There’s even a good article about “toxic positivity” in the Washington Post today. It’s basically about how people should have the right not to be okay if they’re not okay. It’s okay not to give in to cognitive dissonance. It’s also okay to realize that we don’t always have to be cheerful and upbeat. I will grant that staying in a cranky place isn’t helpful, but neither is ignoring the pain within ourselves or in other people.

I’m getting pretty tired of the relentlessly cheerful folks. I’m tired of people who have no tolerance for naysayers and feel like they need to school them. Sometimes the naysayers have valid points and ought to be heard. I think the guy who prefers gaiters due to his hearing aids is a perfect example of someone who should be heard. People who don’t wear hearing aids probably don’t consider why the ear loops might present a problem for those people. People who are neurotypical probably don’t consider why a parent with an autistic child outfits their child with a gaiter instead of a face mask. But they sure have no problem judging others.

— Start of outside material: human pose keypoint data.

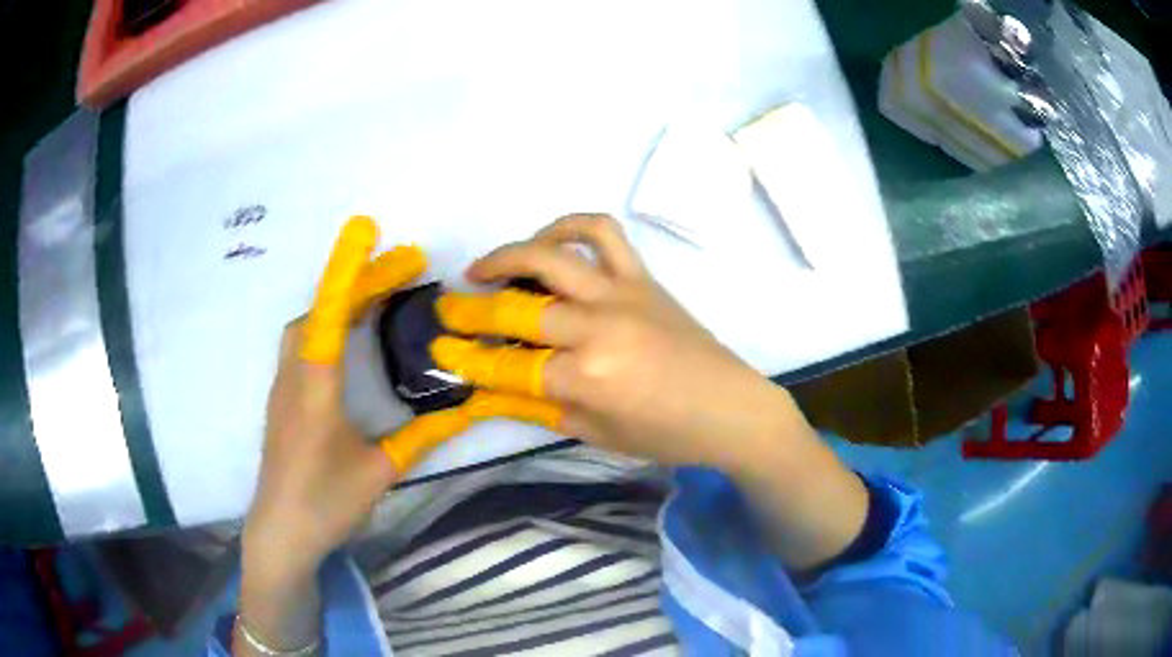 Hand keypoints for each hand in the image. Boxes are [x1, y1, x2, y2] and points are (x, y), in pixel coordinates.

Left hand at [243, 217, 426, 579]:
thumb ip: (420, 437)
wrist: (279, 532)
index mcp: (316, 388)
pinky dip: (330, 322)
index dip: (348, 269)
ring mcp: (284, 385)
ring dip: (343, 300)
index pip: (329, 315)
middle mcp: (295, 375)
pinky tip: (351, 335)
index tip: (368, 230)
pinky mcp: (284, 399)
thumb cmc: (325, 503)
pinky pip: (305, 343)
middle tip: (408, 263)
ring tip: (383, 293)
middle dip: (363, 280)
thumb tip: (465, 410)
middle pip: (322, 310)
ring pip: (310, 324)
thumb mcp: (379, 472)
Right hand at [431, 214, 801, 473]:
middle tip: (447, 310)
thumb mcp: (595, 434)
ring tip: (483, 269)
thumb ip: (538, 408)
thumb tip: (488, 391)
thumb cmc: (666, 434)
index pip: (508, 367)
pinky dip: (568, 225)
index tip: (440, 350)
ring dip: (507, 256)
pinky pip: (602, 232)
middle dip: (470, 309)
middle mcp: (598, 327)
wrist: (730, 407)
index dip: (467, 360)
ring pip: (550, 256)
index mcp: (588, 378)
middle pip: (517, 308)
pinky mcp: (642, 276)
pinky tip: (548, 243)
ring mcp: (621, 293) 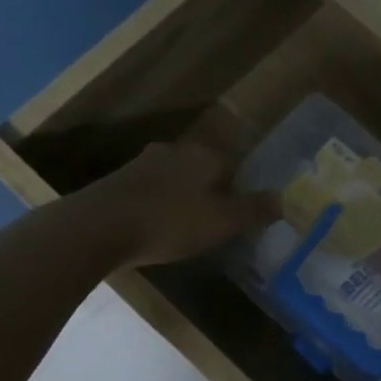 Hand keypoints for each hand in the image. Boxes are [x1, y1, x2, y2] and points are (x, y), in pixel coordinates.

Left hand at [88, 142, 275, 267]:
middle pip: (203, 169)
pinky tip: (156, 229)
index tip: (243, 213)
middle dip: (211, 191)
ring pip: (174, 179)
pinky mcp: (117, 184)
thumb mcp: (222, 221)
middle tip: (217, 221)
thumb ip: (253, 209)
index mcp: (204, 155)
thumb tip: (283, 198)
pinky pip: (149, 193)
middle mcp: (174, 152)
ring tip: (187, 228)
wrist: (96, 228)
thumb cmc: (170, 222)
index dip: (242, 188)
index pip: (234, 164)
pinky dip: (158, 207)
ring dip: (182, 199)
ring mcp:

I have a friend who wrote a “delightful” post about how she had met a friend for lunch. She wrote about how she didn’t bother with lipstick because of the mask. Then she posted a picture of herself and the other person, grinning behind their masks as they sat in front of food and coffee. Naturally, this picture was simply for show, since as soon as the camera was put away, they took off those masks so they could eat and drink. So what the fuck was the point of that post? Here’s a cookie. You did your part. Good girl. *Sigh*

The fact is, people are going to get sick whether or not they wear a face mask, a gaiter, or nothing at all. Sometimes, shit just happens. When shit happens, it sucks. I did read that South Africa has reported a much diminished flu season this year due to the widespread use of face masks, and that’s a great thing. But COVID-19 is a lot more contagious than the flu is. It’s going to be a problem for a long time. It’s okay to acknowledge that and realize it sucks. Positivity has its place, and I’m not saying it’s good to dwell in the bad. But trying to force people to be positive is a toxic habit. And if people are doing anything at all to show solidarity– even if the media says they’re “wrong”– people should appreciate it and leave them alone.

I’m glad to be in Europe, where people seem to be a lot more pragmatic about this stuff. People cooperate for the common good, but they don’t crow about it incessantly. They don’t nag people to be happy when they don’t feel happy. And I’ve found that in Europe, people seem to understand that some things just suck. We have to get through them somehow, but no one is handing out cookies for having a great attitude.